Nella mia lunga esperienza in Africa, mi sono spesso imbattuto in un grave problema, purtroppo molto comune nella fascia equatoriale africana, che riguarda i bambini: la Tetralogia di Fallot patologia cardiaca così chiamata perché presenta quattro anomalie anatomiche. Per la diagnosi della Tetralogia di Fallot al paziente viene riscontrato un difetto del setto interventricolare, un’ostruzione del flusso sanguigno verso i polmoni, una posizione dell’aorta più a destra del normale e l’ispessimento del ventricolo destro, causata dell’ostruzione del flusso verso i polmoni. In questo quadro clinico, che caratterizza soprattutto bimbi in tenera età, viene ossigenata una scarsa quantità di sangue, ma la gravità clinica è, soprattutto, legata all’entità della stenosi polmonare (restringimento dei vasi) che condiziona, a sua volta, l’entità della cianosi. Il giorno in cui si presentò da me Irene, trentenne, madre di Neville, un bambino affetto dalla suddetta patologia, conoscevo questo quadro clinico solo nella sua accezione più generale, ma ignoravo il calvario che i piccoli pazienti dovevano subire prima di avviarsi ad una morte quasi certa per soffocamento, se non venivano operati. I cardiologi locali mi dissero, allora, che avevano osservato, in circa il 30 per cento dei casi, una connessione tra matrimoni tra consanguinei – molto comuni soprattutto in certe aree dell’Africa – e bambini nati con la Tetralogia di Fallot. Studi più recenti negli Stati Uniti, hanno valutato anche una stretta correlazione di tali sintomatologie con madri alcoliste. Credo, tuttavia, che la vera origine della malattia non sia ancora stata individuata.

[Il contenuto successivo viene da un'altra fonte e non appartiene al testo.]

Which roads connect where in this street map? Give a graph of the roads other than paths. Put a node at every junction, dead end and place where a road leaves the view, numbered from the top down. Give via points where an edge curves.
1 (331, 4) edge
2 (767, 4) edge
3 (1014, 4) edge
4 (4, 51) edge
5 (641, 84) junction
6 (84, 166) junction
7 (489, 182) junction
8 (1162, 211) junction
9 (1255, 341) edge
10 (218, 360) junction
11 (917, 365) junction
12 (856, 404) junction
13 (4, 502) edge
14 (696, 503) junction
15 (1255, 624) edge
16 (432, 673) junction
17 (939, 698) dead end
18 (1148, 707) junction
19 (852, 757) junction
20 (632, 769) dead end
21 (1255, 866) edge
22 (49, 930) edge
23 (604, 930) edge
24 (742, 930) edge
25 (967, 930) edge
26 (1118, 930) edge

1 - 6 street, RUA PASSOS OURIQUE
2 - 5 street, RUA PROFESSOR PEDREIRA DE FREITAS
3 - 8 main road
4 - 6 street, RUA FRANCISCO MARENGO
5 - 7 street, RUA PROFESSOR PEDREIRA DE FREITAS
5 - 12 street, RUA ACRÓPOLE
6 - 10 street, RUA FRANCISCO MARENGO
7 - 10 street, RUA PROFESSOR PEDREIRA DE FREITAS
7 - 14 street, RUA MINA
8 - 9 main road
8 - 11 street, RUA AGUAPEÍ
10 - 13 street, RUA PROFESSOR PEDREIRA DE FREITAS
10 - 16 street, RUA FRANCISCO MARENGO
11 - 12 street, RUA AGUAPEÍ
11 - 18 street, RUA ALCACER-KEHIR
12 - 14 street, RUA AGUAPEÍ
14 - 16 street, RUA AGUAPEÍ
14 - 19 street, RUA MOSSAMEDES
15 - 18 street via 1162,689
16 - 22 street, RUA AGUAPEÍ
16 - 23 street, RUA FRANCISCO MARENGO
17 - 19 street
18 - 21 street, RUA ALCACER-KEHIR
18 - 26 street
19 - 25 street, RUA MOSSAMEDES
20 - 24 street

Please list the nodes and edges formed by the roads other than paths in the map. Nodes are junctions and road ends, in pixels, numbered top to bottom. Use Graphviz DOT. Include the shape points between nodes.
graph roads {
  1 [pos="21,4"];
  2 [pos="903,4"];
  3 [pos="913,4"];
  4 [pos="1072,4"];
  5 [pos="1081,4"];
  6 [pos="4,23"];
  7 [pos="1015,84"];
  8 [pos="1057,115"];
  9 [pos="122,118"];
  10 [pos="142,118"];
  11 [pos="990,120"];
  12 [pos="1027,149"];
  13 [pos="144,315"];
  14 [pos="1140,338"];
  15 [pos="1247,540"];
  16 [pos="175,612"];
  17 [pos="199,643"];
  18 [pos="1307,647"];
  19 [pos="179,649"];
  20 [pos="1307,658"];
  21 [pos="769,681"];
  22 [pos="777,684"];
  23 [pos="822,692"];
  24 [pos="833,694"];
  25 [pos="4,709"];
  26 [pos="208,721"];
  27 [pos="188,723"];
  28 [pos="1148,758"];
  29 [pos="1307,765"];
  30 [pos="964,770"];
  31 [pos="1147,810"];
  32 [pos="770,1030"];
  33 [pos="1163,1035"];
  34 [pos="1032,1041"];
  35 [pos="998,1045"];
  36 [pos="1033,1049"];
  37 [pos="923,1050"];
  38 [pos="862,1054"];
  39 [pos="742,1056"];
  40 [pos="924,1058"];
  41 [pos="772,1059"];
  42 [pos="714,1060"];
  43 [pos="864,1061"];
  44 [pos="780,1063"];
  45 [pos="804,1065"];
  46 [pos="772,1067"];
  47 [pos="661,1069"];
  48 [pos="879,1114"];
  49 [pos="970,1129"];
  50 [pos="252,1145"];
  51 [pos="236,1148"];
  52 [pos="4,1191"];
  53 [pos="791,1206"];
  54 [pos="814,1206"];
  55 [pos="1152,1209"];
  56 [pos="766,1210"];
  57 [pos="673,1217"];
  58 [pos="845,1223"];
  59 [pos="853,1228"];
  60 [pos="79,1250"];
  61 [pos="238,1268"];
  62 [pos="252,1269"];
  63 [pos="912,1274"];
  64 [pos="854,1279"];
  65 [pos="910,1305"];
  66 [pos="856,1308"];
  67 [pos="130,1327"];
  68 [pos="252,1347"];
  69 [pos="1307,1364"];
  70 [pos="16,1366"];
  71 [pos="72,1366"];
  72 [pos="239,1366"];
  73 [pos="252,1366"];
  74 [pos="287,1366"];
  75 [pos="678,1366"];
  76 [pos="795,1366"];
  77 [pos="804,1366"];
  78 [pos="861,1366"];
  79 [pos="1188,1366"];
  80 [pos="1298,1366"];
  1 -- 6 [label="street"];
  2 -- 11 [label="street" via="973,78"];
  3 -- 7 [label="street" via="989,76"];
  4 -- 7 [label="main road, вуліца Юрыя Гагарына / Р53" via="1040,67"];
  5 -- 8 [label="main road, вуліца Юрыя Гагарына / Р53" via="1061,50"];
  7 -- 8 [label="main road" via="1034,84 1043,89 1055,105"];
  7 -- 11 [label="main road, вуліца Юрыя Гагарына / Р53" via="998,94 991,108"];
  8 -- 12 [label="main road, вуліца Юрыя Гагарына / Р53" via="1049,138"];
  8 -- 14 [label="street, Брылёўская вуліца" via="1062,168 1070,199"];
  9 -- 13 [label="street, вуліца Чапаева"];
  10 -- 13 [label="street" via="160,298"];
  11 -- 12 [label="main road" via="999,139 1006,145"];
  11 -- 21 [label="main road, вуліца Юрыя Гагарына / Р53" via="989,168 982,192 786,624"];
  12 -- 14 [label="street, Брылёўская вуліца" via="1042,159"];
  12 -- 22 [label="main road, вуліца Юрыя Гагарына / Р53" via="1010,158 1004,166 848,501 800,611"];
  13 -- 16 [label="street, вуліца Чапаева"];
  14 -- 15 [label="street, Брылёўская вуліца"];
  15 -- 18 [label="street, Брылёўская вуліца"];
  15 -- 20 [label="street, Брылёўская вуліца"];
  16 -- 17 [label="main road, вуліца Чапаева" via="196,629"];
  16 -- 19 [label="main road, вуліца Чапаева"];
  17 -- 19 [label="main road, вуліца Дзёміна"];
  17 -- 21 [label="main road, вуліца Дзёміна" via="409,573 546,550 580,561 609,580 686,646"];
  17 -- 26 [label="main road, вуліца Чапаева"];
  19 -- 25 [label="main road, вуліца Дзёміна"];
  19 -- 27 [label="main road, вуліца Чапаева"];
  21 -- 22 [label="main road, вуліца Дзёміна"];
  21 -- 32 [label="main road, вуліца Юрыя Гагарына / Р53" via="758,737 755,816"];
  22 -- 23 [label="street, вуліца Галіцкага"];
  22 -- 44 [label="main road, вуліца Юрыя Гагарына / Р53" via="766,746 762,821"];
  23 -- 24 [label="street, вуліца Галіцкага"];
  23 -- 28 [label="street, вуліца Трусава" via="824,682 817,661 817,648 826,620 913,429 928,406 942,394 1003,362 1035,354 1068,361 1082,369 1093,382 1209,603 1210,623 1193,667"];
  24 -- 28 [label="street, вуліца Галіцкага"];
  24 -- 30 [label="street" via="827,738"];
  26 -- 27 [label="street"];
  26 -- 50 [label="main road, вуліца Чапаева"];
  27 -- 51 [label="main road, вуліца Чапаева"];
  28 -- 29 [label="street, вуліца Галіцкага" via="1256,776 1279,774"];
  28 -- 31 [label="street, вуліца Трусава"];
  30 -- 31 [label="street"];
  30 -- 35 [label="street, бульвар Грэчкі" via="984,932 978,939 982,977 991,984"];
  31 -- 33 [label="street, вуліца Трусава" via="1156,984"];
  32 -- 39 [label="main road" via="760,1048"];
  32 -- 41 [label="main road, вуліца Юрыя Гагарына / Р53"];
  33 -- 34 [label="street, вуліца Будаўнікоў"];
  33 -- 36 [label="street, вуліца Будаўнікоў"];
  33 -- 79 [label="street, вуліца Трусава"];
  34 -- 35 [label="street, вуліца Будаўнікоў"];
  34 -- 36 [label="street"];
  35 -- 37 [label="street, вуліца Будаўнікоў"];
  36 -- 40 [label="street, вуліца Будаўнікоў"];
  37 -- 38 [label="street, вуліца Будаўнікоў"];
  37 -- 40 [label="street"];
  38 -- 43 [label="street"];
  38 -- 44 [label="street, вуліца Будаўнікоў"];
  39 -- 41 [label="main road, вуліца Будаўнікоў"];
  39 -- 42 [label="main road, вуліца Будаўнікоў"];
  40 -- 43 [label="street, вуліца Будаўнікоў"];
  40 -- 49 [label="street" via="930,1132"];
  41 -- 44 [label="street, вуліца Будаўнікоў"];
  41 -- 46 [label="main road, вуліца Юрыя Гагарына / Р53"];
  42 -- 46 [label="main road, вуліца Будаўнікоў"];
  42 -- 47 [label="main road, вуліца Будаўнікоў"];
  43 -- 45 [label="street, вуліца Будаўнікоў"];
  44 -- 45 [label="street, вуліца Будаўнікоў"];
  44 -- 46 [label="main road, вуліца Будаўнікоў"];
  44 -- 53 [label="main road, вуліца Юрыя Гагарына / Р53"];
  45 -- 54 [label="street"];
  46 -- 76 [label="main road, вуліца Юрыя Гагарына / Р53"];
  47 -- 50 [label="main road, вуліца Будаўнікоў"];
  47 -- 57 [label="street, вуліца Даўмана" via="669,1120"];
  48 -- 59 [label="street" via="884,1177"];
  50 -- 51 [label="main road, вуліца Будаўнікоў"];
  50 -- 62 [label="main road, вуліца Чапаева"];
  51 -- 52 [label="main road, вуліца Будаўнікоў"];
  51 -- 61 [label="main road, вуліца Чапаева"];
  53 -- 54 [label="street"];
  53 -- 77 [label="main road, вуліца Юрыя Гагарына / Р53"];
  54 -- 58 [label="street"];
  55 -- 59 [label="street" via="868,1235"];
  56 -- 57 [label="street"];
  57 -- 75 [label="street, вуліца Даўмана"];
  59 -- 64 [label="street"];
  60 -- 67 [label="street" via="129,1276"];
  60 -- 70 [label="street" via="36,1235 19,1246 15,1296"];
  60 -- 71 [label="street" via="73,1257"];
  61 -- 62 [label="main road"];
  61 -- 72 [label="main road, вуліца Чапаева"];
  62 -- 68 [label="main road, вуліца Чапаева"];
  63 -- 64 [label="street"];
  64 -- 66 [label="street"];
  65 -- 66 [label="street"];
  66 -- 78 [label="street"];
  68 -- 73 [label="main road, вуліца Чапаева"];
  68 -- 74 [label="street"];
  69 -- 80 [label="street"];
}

Irene, inviatami dal Mombasa Coast General Hospital, nosocomio dove avevo svolto volontariato, mi chiedeva aiuto al fine di riuscire a portare il suo bambino in Italia, dove avrebbe potuto essere operato, visto che in Kenya non esistevano strutture per interventi a cuore aperto.
La donna aveva quasi del tutto esaurito quel poco di risparmi che possedeva in visite cardiologiche in cinque differenti ospedali ed era disperata. Di primo acchito, la mia risposta fu negativa, poiché, in quel periodo, non avrei saputo affrontare neppure il primo degli step necessari per un simile complicato iter, ma, vedendo quella creatura, che respirava a fatica, non riuscendo, talvolta, neanche a piangere per mancanza di ossigeno, promisi alla mamma, che, al mio ritorno in Italia, mi sarei interessato del caso.
Per fortuna, prima di partire da Mombasa, incontrai Nicolas, un amico che lavorava all’Emigration office, il quale mi promise subito che, se fosse stato necessario, avrebbe fatto preparare il passaporto per mamma e figlio in una settimana. Giunto a casa, però, non sapevo proprio da che parte cominciare e con chi parlare per seguire la procedura sia per ottenere un visto umanitario, sia per un aiuto internazionale. Corsi, per oltre una settimana, girai a destra ed a manca, chiedendo informazioni e telefonando, ma nessuno dei semi che avevo gettato, chiedendo un supporto, sembrava dare frutti. Una sera passai dalla mia parrocchia, ad Avenza, lungo via Covetta, per un’informazione che il parroco, padre Claudio, mi doveva fornire circa la Caritas diocesana. Mi fermai in chiesa e pensai: “Se il Signore in cui credo, vuole salvare la vita di Neville, mi ispirerà sicuramente per capire la strada da seguire!”. Affidai così alla Divina Misericordia le mie scelte future. Onestamente, ora, non so dire se, realmente, ricevetti un aiuto o fu il caso, ma tre giorni dopo mi fu presentato un anestesista dell’Opa di Massa. Quel dottore mi mise in contatto con l’organizzazione “Insieme”, che ha sede all’Opa e che, appunto, ospita e fa operare presso quel nosocomio i bambini cardiopatici.